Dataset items
------------------------------------------------
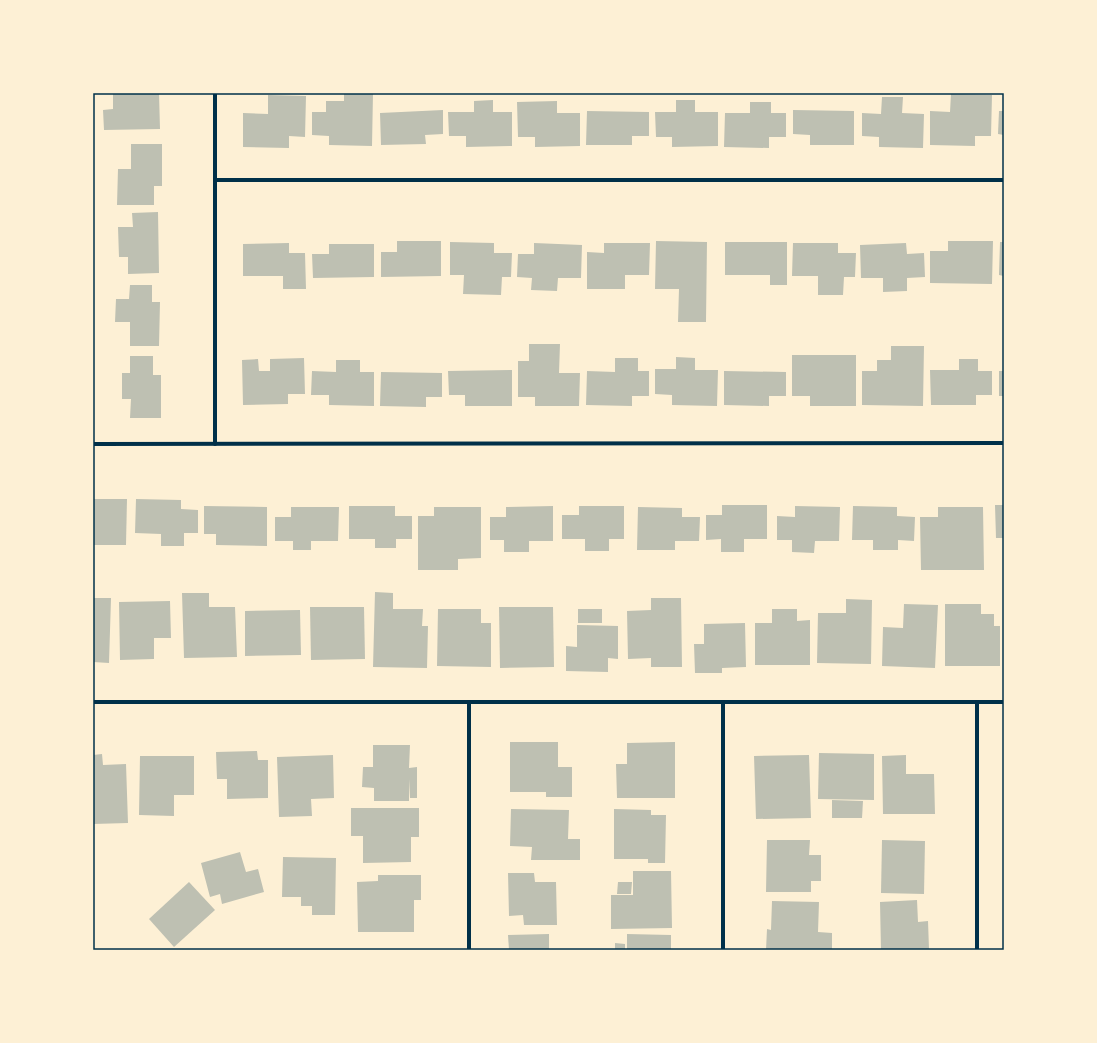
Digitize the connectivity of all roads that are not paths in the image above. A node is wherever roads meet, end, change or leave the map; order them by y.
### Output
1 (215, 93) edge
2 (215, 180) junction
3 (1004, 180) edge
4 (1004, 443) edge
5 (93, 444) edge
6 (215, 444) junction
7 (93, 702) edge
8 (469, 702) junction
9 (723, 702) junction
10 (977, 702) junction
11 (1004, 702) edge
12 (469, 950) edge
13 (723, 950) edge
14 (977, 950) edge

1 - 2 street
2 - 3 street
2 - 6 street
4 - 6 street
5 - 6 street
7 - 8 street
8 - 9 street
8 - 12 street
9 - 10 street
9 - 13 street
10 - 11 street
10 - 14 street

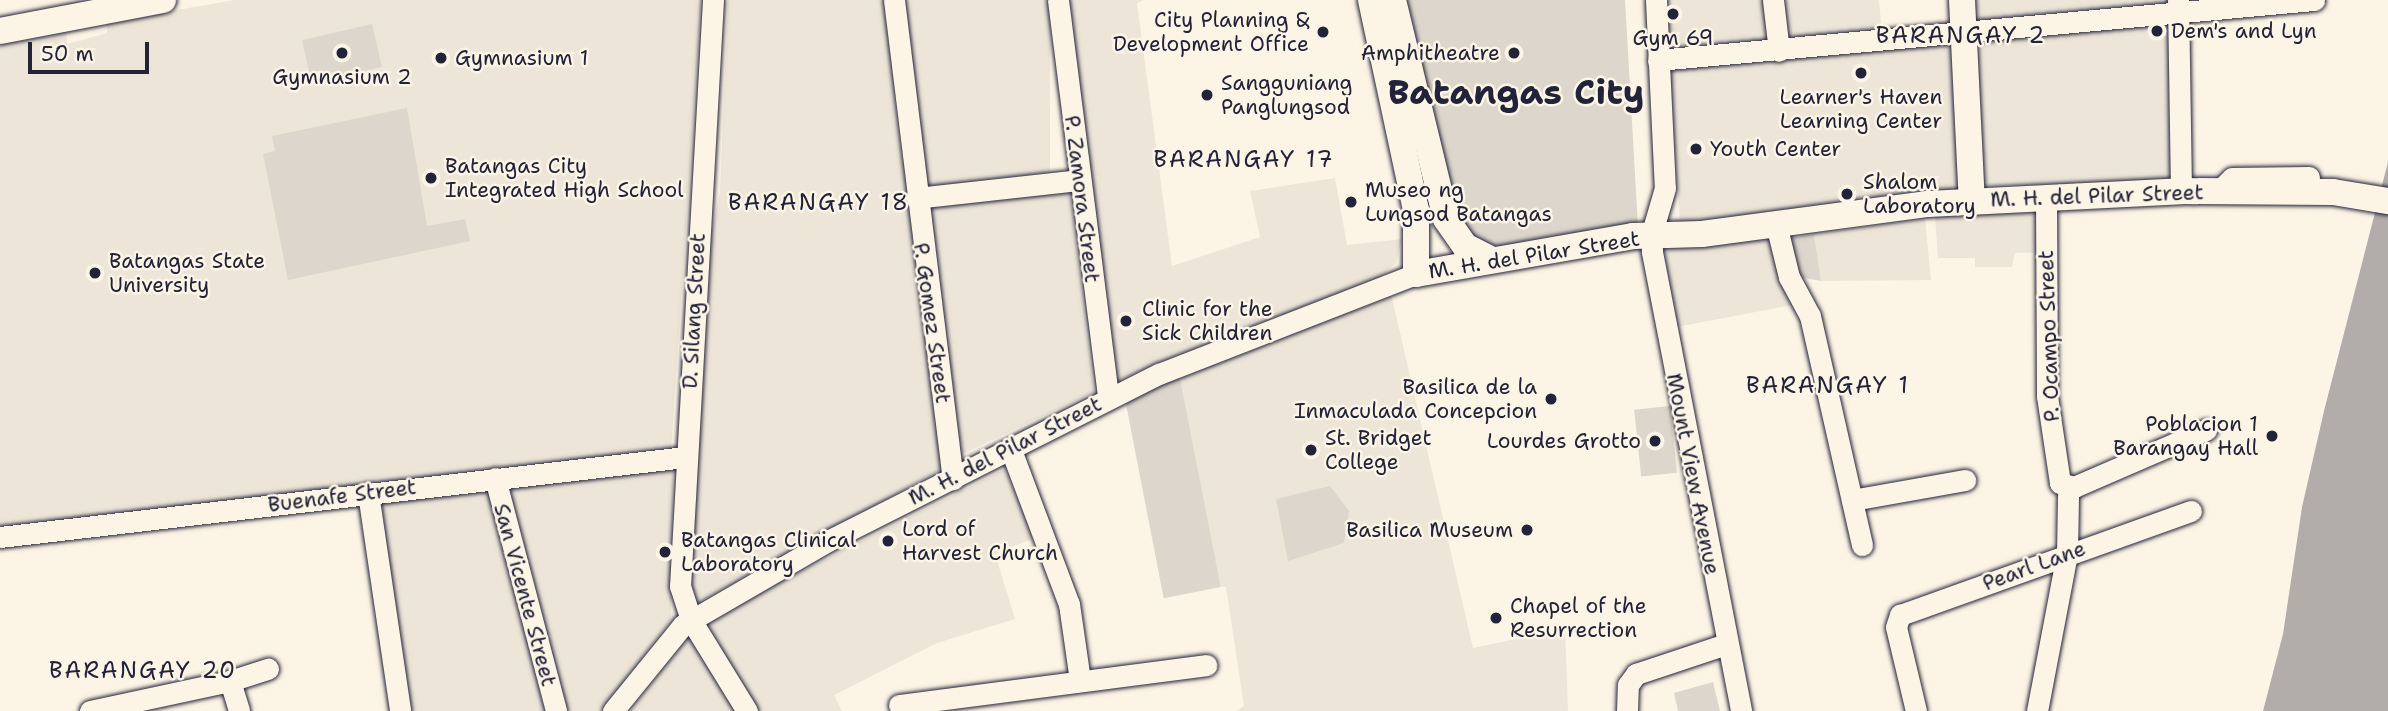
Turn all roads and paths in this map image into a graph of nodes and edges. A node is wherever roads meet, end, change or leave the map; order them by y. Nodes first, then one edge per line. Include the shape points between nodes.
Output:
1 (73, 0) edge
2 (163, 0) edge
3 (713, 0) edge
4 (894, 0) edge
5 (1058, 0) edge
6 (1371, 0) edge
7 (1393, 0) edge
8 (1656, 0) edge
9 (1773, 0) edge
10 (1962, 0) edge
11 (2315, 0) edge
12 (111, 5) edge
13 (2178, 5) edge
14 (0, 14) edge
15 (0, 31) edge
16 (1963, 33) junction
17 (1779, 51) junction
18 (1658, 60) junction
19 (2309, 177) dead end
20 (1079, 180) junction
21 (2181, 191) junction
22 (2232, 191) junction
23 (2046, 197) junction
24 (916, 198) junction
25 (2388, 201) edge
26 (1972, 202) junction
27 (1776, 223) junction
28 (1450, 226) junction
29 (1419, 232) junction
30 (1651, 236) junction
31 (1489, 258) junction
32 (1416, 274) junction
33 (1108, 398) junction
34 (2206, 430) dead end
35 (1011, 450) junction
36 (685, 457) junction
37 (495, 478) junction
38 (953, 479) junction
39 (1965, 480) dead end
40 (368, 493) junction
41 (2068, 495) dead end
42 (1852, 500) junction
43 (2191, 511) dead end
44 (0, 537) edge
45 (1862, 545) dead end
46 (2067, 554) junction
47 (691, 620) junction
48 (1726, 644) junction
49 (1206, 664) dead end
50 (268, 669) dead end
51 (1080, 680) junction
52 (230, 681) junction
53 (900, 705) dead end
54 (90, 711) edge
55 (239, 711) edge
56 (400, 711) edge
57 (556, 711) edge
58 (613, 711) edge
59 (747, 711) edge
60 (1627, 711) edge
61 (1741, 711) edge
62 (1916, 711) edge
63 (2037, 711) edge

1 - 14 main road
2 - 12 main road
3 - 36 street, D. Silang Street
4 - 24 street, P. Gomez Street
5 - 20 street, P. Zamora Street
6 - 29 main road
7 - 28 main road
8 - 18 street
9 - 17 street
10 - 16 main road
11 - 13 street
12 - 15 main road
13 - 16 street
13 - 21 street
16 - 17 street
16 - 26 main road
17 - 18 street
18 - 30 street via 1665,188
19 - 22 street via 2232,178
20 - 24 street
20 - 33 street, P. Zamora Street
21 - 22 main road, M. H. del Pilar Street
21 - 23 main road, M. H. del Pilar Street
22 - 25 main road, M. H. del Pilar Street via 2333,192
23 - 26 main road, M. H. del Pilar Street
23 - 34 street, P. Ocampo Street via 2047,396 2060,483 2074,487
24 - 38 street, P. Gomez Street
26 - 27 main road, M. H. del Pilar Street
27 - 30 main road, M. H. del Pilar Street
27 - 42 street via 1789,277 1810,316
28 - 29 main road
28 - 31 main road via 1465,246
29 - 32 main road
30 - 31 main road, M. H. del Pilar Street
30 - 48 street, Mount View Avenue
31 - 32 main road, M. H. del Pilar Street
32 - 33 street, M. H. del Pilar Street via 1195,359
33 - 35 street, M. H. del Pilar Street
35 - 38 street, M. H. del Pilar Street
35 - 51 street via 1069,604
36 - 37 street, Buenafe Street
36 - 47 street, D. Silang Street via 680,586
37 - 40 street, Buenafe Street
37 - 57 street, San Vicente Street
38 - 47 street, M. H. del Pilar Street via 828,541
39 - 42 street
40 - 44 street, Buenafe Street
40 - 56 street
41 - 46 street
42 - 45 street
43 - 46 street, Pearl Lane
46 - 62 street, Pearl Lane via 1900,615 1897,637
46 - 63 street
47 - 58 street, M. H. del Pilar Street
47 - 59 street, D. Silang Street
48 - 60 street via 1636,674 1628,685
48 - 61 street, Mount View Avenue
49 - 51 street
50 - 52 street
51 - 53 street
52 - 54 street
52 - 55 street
------------------------------------------------
Pick out each line above that includes "node" and show it.

Digitize the connectivity of all roads that are not paths in the image above. A node is wherever roads meet, end, change or leave the map; order them by y.
Turn all roads and paths in this map image into a graph of nodes and edges. A node is wherever roads meet, end, change or leave the map; order them by y. Nodes first, then one edge per line. Include the shape points between nodes.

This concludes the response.